START Data extract
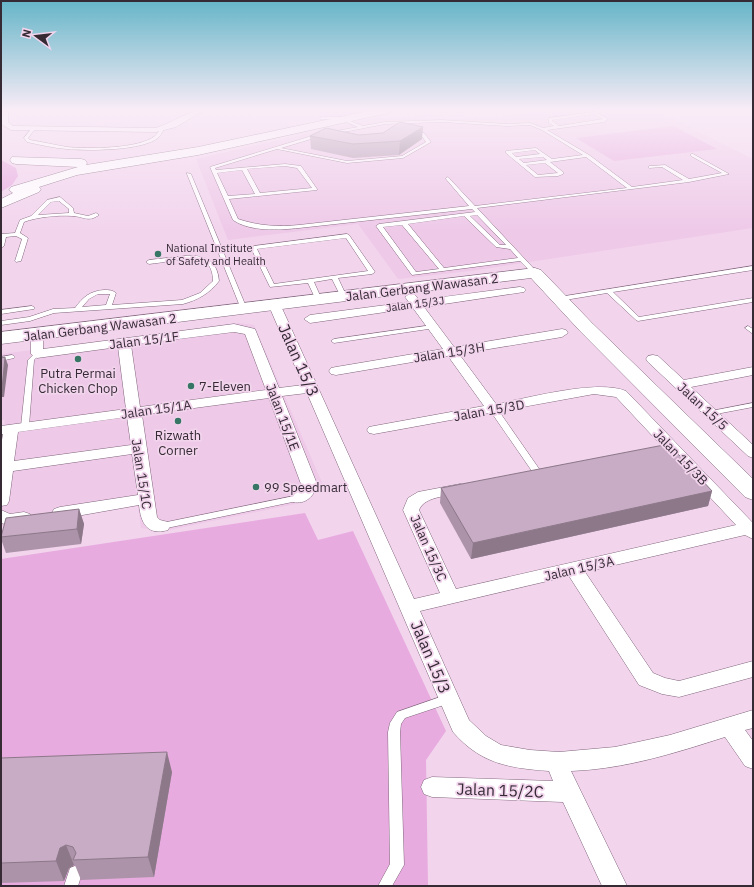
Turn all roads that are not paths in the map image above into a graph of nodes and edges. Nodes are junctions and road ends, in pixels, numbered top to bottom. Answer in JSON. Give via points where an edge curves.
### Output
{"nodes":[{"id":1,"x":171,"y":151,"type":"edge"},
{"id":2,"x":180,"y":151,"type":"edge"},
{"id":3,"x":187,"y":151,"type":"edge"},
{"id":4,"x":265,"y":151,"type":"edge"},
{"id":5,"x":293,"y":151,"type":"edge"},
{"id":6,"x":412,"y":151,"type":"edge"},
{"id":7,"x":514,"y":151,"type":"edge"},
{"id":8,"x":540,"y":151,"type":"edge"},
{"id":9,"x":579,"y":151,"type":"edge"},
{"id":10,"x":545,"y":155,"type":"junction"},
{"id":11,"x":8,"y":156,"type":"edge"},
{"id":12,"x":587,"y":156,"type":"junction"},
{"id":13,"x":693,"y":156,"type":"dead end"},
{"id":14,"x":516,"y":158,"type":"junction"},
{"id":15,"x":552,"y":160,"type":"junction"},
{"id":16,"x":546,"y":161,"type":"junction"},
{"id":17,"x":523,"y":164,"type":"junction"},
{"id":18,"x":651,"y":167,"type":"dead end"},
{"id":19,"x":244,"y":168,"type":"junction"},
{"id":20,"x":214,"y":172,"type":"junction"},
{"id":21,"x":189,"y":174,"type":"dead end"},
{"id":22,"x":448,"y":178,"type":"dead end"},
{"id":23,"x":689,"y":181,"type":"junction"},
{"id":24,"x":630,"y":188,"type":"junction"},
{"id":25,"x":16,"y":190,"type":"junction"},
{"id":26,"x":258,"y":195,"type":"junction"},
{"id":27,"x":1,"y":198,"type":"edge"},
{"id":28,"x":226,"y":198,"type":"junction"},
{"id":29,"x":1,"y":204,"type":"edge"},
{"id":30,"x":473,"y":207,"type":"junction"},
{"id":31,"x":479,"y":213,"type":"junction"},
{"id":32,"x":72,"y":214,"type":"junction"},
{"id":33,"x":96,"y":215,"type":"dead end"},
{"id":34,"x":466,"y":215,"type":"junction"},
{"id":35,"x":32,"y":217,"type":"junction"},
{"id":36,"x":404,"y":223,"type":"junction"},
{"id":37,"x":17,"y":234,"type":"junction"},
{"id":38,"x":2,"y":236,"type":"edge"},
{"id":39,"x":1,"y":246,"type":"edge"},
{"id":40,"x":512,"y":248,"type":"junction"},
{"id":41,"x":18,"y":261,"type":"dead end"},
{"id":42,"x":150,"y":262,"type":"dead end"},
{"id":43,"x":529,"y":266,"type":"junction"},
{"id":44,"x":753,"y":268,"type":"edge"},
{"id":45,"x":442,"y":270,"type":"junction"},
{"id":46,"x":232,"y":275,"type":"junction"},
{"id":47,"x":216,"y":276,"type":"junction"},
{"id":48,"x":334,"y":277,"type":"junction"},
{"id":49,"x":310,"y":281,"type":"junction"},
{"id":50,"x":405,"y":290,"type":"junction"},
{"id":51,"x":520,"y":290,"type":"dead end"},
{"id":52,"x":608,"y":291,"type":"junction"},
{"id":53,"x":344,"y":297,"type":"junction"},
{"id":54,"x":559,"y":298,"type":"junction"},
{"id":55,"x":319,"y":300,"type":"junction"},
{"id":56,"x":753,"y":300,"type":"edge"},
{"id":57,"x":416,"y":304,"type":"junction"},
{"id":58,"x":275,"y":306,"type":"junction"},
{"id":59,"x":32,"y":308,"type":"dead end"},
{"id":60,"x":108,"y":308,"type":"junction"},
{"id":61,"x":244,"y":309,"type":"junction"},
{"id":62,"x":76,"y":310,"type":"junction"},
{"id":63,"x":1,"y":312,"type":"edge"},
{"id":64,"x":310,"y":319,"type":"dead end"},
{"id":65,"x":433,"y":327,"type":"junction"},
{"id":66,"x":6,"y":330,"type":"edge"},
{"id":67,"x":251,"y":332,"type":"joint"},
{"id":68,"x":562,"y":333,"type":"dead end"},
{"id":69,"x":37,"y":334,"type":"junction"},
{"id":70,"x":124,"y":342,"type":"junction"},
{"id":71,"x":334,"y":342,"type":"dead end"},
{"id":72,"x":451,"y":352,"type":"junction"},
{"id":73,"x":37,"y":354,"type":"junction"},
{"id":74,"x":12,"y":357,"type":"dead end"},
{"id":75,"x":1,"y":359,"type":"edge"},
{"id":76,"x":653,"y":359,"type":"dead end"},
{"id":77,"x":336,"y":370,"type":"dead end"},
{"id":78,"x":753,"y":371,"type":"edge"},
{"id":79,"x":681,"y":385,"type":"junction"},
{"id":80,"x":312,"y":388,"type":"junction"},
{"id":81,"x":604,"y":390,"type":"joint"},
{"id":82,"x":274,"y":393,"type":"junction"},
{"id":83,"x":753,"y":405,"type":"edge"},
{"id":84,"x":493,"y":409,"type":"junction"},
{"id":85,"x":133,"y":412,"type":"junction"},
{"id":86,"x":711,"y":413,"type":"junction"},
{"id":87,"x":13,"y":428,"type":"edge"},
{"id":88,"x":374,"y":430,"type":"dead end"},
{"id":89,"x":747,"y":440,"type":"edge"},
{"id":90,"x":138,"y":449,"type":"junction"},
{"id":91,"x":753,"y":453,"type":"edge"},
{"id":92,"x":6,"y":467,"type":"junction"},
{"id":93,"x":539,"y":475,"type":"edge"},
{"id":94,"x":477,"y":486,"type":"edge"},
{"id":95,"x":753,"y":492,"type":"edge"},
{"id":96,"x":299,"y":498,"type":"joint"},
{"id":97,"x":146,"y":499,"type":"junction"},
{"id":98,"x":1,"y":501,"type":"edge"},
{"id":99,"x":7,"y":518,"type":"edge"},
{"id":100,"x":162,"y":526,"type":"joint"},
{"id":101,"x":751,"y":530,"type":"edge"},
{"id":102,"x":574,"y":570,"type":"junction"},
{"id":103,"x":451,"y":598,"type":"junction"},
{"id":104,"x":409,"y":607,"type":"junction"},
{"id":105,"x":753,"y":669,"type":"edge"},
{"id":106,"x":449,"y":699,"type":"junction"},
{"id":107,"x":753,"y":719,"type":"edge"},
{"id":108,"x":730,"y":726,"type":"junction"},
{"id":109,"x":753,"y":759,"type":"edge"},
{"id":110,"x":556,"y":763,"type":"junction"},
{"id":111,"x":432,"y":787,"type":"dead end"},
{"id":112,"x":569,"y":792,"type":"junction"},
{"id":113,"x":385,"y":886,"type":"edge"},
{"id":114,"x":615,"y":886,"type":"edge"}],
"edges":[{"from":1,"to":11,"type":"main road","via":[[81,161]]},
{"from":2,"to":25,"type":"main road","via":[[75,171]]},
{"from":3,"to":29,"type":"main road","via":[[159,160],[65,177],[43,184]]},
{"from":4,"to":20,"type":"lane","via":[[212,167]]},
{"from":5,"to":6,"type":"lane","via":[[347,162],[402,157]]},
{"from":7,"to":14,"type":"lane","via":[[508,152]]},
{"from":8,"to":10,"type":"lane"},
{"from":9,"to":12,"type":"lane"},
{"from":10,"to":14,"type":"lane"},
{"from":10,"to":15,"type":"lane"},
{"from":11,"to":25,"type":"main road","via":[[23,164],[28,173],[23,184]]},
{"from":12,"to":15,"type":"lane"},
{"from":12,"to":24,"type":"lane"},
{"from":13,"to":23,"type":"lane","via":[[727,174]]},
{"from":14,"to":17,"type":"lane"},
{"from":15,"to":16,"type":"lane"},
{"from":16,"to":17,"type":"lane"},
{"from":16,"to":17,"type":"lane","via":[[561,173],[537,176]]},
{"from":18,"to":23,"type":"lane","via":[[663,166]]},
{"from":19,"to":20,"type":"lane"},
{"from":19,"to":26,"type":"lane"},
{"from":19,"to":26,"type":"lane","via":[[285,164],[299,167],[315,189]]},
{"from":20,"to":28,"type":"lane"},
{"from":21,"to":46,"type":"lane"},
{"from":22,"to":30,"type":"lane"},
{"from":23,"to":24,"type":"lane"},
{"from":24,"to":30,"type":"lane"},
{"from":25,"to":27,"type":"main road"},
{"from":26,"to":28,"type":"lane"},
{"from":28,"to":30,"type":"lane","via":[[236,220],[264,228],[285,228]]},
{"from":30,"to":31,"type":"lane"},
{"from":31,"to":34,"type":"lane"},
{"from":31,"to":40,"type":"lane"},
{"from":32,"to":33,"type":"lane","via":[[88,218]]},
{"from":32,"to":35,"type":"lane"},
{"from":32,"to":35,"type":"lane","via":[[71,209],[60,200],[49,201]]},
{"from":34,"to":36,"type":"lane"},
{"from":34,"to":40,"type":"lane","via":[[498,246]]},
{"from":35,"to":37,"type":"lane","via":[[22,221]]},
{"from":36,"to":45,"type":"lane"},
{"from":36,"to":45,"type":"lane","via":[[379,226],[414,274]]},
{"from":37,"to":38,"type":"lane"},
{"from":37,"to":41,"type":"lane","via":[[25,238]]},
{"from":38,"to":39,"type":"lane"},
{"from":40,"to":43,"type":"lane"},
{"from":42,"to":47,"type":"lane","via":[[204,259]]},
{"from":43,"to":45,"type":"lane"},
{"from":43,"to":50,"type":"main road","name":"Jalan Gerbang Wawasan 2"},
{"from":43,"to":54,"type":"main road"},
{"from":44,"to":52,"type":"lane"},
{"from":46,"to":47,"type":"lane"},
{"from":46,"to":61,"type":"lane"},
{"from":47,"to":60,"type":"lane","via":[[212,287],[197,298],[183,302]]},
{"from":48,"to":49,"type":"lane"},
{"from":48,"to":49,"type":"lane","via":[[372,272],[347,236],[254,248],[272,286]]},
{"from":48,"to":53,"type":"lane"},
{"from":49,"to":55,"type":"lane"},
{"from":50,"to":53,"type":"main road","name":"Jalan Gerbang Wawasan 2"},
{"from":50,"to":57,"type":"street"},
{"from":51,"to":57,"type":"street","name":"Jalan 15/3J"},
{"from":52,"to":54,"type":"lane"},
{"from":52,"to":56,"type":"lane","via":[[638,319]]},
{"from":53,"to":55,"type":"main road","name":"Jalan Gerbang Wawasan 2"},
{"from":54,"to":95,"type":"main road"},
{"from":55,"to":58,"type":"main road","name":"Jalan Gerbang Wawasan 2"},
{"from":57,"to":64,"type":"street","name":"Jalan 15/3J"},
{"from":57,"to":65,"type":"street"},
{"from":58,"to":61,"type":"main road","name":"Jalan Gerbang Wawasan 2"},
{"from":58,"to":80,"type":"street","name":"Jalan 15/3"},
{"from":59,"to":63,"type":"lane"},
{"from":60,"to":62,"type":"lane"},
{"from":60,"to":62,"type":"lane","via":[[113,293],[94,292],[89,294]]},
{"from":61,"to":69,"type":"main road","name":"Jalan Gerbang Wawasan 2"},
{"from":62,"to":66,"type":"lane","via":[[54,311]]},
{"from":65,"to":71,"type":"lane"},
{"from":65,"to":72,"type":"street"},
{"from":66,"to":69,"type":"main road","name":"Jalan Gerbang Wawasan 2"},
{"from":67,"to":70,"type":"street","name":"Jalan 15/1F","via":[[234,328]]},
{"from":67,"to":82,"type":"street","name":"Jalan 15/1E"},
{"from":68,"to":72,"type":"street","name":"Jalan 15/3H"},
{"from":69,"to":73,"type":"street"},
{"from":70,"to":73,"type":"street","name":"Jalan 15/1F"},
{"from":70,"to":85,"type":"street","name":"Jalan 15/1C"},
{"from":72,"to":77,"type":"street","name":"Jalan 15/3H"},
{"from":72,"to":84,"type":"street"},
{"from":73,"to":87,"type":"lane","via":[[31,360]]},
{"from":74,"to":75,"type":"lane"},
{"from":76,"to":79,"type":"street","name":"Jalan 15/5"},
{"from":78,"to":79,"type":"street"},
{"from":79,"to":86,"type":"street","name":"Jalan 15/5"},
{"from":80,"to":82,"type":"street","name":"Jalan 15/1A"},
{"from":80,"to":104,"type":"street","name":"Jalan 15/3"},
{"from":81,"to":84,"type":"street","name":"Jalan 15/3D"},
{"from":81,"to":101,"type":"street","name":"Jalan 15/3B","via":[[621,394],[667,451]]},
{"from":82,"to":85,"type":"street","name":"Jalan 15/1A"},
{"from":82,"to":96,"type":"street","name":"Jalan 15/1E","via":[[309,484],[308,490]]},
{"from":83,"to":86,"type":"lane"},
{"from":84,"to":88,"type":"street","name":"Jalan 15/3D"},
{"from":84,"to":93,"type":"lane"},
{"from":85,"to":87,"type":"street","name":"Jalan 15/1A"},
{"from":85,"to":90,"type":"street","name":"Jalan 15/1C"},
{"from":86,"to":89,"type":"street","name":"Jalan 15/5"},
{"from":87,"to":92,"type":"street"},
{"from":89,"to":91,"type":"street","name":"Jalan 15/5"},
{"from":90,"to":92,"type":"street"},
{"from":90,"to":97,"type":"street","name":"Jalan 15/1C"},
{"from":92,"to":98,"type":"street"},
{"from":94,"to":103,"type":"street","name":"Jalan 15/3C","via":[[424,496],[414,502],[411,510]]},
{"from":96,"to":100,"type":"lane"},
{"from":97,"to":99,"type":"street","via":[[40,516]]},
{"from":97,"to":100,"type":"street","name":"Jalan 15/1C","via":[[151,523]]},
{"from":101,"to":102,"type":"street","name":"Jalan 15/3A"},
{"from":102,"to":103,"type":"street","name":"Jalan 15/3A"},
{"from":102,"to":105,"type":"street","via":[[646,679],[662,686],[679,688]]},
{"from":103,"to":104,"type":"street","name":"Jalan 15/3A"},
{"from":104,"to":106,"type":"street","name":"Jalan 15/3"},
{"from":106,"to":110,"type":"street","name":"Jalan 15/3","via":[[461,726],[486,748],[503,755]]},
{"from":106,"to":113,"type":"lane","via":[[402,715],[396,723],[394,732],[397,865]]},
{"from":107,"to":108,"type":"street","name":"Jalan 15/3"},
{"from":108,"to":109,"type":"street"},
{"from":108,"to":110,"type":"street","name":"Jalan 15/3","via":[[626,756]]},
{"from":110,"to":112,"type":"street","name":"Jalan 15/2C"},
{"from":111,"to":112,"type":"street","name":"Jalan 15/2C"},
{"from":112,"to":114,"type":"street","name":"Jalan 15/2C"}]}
END Data extract
__What you will do__. When the word "Wawasan" appears in a line of the listing, copy that line.

__Written solution__.
{"from":43,"to":50,"type":"main road","name":"Jalan Gerbang Wawasan 2"},
{"from":50,"to":53,"type":"main road","name":"Jalan Gerbang Wawasan 2"},
{"from":53,"to":55,"type":"main road","name":"Jalan Gerbang Wawasan 2"},
{"from":55,"to":58,"type":"main road","name":"Jalan Gerbang Wawasan 2"},
{"from":58,"to":61,"type":"main road","name":"Jalan Gerbang Wawasan 2"},
{"from":61,"to":69,"type":"main road","name":"Jalan Gerbang Wawasan 2"},
{"from":66,"to":69,"type":"main road","name":"Jalan Gerbang Wawasan 2"},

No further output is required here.